[[ MATERIAL PROVIDED open ]]
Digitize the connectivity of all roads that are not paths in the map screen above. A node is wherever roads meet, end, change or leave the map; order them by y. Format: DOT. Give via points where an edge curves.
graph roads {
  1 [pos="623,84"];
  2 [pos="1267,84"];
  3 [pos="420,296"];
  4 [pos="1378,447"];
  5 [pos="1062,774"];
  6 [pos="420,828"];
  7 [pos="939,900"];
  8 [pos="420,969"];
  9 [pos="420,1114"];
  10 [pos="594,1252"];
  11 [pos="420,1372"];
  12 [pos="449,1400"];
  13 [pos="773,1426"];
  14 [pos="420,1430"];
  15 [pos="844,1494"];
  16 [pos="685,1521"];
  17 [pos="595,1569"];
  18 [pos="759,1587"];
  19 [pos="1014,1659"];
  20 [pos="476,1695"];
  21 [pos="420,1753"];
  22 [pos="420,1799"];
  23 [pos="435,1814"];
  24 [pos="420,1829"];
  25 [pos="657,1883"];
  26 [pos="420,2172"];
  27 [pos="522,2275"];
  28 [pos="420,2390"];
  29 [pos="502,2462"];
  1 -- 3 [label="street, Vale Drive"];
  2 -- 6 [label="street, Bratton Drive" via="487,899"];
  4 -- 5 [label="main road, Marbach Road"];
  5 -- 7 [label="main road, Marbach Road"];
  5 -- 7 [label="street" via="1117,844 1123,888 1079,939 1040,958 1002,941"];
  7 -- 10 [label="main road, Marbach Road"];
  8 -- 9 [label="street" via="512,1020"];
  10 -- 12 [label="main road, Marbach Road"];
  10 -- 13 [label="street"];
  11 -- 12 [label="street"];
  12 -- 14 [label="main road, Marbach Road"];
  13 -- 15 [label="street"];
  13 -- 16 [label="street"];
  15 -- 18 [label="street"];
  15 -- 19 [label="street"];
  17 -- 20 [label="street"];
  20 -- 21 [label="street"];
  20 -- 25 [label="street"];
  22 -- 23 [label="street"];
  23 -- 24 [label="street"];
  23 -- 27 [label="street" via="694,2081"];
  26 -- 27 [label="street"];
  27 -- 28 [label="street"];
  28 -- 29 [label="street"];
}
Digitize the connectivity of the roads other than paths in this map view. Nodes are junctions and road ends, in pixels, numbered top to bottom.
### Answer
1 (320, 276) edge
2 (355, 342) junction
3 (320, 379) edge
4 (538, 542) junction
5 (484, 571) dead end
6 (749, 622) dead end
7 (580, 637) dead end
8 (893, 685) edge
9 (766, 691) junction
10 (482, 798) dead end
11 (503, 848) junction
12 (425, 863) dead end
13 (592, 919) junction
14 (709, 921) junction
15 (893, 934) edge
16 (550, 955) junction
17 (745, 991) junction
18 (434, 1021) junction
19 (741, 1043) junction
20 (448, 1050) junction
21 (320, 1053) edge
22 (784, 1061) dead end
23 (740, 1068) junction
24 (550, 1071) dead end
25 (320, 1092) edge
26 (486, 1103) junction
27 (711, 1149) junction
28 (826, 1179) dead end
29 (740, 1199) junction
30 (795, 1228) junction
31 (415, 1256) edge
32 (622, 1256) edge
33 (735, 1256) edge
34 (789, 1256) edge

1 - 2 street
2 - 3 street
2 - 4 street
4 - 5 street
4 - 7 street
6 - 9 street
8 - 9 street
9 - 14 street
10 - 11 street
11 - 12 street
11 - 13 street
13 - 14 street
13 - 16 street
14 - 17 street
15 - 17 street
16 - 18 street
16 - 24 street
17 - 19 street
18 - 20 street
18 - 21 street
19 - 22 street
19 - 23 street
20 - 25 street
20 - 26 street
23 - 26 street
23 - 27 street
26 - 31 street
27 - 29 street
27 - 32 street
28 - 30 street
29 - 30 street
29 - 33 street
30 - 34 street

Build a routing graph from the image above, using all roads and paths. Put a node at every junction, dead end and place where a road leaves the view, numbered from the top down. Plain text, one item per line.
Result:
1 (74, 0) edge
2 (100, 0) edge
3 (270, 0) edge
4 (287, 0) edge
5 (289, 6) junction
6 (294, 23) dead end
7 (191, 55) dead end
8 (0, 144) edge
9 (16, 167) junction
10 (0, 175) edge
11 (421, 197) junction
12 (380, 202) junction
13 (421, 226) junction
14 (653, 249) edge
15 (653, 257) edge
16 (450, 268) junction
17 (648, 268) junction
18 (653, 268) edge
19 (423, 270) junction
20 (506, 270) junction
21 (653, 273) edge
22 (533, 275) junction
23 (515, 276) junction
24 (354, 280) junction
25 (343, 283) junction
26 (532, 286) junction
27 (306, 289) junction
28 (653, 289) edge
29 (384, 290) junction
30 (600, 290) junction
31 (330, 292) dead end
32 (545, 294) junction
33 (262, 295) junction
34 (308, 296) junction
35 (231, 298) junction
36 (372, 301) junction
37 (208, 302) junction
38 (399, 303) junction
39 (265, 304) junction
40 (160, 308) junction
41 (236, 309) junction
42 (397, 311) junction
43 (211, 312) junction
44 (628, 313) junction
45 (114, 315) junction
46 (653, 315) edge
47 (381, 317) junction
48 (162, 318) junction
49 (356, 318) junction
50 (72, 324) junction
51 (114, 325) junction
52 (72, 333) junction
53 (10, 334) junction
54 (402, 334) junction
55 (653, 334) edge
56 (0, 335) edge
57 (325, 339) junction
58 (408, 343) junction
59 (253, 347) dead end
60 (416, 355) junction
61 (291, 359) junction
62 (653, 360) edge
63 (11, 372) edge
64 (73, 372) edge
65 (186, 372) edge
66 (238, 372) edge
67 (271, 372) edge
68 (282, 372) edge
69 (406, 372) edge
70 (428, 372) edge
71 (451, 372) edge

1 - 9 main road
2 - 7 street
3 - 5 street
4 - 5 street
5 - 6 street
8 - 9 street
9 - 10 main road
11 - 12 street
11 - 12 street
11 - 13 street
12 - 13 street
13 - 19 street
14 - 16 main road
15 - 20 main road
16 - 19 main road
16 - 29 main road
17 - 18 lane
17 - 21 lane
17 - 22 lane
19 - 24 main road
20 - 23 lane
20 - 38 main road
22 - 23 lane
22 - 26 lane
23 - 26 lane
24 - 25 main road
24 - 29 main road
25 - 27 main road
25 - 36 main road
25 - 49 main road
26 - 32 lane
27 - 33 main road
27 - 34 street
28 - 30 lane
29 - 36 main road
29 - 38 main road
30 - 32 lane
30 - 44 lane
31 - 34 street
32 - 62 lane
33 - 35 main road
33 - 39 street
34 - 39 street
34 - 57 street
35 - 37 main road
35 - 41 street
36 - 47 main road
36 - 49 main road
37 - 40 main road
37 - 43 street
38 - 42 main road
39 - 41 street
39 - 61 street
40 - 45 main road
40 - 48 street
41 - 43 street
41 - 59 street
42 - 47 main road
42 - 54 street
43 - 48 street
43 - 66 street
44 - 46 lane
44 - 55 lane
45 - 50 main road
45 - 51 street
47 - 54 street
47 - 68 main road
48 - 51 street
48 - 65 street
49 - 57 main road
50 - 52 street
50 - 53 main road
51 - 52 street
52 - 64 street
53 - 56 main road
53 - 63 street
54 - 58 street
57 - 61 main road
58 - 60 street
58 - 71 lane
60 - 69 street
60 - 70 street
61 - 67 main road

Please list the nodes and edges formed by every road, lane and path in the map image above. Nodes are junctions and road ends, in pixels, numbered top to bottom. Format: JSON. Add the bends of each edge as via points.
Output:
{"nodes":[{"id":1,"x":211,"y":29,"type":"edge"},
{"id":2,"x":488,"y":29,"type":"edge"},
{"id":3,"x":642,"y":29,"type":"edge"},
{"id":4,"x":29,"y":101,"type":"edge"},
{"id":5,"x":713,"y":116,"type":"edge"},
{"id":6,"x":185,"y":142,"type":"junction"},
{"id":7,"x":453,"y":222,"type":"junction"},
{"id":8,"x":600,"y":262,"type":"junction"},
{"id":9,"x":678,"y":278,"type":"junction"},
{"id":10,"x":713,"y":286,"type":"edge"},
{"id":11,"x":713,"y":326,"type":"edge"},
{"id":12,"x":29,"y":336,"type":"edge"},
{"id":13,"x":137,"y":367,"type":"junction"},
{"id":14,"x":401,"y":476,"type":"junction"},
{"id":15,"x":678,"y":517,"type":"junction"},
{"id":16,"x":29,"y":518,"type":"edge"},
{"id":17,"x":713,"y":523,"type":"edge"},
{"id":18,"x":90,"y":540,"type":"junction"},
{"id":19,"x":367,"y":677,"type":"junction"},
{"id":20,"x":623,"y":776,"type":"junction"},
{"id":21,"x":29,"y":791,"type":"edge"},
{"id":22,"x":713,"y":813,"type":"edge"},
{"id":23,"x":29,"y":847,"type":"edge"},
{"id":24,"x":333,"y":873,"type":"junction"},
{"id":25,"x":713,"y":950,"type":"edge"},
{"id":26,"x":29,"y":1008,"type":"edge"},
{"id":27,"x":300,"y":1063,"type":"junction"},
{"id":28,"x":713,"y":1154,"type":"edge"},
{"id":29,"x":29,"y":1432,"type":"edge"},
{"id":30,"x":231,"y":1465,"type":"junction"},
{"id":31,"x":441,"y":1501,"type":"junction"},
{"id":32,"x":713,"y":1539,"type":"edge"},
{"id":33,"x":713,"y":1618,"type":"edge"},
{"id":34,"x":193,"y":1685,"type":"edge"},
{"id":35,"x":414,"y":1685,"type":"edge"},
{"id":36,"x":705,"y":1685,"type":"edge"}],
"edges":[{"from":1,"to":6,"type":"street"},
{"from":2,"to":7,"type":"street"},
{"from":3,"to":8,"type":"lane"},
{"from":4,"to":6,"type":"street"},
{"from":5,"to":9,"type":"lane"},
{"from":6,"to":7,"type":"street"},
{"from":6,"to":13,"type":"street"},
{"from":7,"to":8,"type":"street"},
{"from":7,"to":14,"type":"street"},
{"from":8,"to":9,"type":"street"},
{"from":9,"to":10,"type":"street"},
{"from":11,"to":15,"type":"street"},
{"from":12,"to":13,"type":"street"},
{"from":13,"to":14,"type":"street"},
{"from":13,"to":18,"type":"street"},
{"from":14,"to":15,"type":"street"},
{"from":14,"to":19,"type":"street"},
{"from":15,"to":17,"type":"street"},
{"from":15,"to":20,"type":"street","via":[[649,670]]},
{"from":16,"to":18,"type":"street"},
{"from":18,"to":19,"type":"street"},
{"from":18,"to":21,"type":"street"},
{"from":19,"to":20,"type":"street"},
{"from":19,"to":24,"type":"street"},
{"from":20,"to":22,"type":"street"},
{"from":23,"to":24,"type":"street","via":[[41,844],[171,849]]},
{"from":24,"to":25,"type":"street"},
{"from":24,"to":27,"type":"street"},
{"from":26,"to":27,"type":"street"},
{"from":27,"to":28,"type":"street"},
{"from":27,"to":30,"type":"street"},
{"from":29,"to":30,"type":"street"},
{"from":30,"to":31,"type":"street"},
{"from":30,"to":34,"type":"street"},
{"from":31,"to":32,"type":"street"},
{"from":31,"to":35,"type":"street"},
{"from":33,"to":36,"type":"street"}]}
[[ MATERIAL PROVIDED closed ]]
▸ TASK DETAILS:
For each line above that includes the word "every", make a copy of that line.

▸ PROBLEM SOLUTION:
Build a routing graph from the image above, using all roads and paths. Put a node at every junction, dead end and place where a road leaves the view, numbered from the top down. Plain text, one item per line.
Please list the nodes and edges formed by every road, lane and path in the map image above. Nodes are junctions and road ends, in pixels, numbered top to bottom. Format: JSON. Add the bends of each edge as via points.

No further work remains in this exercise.